Give back the listing underneath, unchanged and complete.
****************************************
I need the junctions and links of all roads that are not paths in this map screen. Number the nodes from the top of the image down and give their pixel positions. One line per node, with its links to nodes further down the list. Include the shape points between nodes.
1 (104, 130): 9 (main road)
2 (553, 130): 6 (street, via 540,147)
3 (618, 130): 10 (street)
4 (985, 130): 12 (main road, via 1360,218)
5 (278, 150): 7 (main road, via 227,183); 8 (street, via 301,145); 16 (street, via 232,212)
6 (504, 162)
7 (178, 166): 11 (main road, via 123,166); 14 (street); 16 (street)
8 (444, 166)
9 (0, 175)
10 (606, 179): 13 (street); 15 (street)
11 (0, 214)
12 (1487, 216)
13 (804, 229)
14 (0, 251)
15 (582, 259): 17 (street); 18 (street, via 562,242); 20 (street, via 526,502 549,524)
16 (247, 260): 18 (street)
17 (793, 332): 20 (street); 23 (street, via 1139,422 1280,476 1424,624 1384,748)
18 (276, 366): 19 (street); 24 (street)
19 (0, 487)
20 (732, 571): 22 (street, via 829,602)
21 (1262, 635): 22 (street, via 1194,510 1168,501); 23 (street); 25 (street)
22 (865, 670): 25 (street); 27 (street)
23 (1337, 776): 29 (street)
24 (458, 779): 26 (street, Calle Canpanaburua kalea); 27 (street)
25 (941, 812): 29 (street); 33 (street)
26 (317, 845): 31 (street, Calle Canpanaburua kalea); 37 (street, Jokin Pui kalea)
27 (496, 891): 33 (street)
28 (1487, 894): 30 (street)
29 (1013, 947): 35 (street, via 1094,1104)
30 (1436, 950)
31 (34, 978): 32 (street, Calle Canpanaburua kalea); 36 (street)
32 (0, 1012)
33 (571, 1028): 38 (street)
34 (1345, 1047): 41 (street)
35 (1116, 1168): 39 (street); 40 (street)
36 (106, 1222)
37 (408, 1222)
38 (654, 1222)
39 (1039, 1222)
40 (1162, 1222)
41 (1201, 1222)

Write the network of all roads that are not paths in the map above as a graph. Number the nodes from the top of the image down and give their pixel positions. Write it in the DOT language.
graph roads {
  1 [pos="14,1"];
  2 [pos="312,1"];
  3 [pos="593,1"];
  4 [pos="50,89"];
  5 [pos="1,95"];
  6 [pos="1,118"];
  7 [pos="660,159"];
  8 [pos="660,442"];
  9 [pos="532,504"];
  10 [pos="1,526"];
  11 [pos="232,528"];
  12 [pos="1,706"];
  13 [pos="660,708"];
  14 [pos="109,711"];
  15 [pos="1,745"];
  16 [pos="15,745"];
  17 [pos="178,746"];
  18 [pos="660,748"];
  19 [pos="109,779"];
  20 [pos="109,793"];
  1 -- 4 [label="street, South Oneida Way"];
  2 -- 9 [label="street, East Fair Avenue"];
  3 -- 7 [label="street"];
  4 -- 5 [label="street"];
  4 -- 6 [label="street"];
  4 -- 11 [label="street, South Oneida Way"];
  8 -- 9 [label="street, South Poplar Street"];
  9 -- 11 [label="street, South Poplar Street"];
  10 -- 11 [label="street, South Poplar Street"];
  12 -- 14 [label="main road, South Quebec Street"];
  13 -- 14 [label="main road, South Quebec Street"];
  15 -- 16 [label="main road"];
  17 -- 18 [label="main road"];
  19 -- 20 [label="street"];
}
****************************************
Answer area ▸
I need the junctions and links of all roads that are not paths in this map screen. Number the nodes from the top of the image down and give their pixel positions. One line per node, with its links to nodes further down the list. Include the shape points between nodes.
1 (104, 130): 9 (main road)
2 (553, 130): 6 (street, via 540,147)
3 (618, 130): 10 (street)
4 (985, 130): 12 (main road, via 1360,218)
5 (278, 150): 7 (main road, via 227,183); 8 (street, via 301,145); 16 (street, via 232,212)
6 (504, 162)
7 (178, 166): 11 (main road, via 123,166); 14 (street); 16 (street)
8 (444, 166)
9 (0, 175)
10 (606, 179): 13 (street); 15 (street)
11 (0, 214)
12 (1487, 216)
13 (804, 229)
14 (0, 251)
15 (582, 259): 17 (street); 18 (street, via 562,242); 20 (street, via 526,502 549,524)
16 (247, 260): 18 (street)
17 (793, 332): 20 (street); 23 (street, via 1139,422 1280,476 1424,624 1384,748)
18 (276, 366): 19 (street); 24 (street)
19 (0, 487)
20 (732, 571): 22 (street, via 829,602)
21 (1262, 635): 22 (street, via 1194,510 1168,501); 23 (street); 25 (street)
22 (865, 670): 25 (street); 27 (street)
23 (1337, 776): 29 (street)
24 (458, 779): 26 (street, Calle Canpanaburua kalea); 27 (street)
25 (941, 812): 29 (street); 33 (street)
26 (317, 845): 31 (street, Calle Canpanaburua kalea); 37 (street, Jokin Pui kalea)
27 (496, 891): 33 (street)
28 (1487, 894): 30 (street)
29 (1013, 947): 35 (street, via 1094,1104)
30 (1436, 950)
31 (34, 978): 32 (street, Calle Canpanaburua kalea); 36 (street)
32 (0, 1012)
33 (571, 1028): 38 (street)
34 (1345, 1047): 41 (street)
35 (1116, 1168): 39 (street); 40 (street)
36 (106, 1222)
37 (408, 1222)
38 (654, 1222)
39 (1039, 1222)
40 (1162, 1222)
41 (1201, 1222)

Write the network of all roads that are not paths in the map above as a graph. Number the nodes from the top of the image down and give their pixel positions. Write it in the DOT language.
graph roads {
  1 [pos="14,1"];
  2 [pos="312,1"];
  3 [pos="593,1"];
  4 [pos="50,89"];
  5 [pos="1,95"];
  6 [pos="1,118"];
  7 [pos="660,159"];
  8 [pos="660,442"];
  9 [pos="532,504"];
  10 [pos="1,526"];
  11 [pos="232,528"];
  12 [pos="1,706"];
  13 [pos="660,708"];
  14 [pos="109,711"];
  15 [pos="1,745"];
  16 [pos="15,745"];
  17 [pos="178,746"];
  18 [pos="660,748"];
  19 [pos="109,779"];
  20 [pos="109,793"];
  1 -- 4 [label="street, South Oneida Way"];
  2 -- 9 [label="street, East Fair Avenue"];
  3 -- 7 [label="street"];
  4 -- 5 [label="street"];
  4 -- 6 [label="street"];
  4 -- 11 [label="street, South Oneida Way"];
  8 -- 9 [label="street, South Poplar Street"];
  9 -- 11 [label="street, South Poplar Street"];
  10 -- 11 [label="street, South Poplar Street"];
  12 -- 14 [label="main road, South Quebec Street"];
  13 -- 14 [label="main road, South Quebec Street"];
  15 -- 16 [label="main road"];
  17 -- 18 [label="main road"];
  19 -- 20 [label="street"];
}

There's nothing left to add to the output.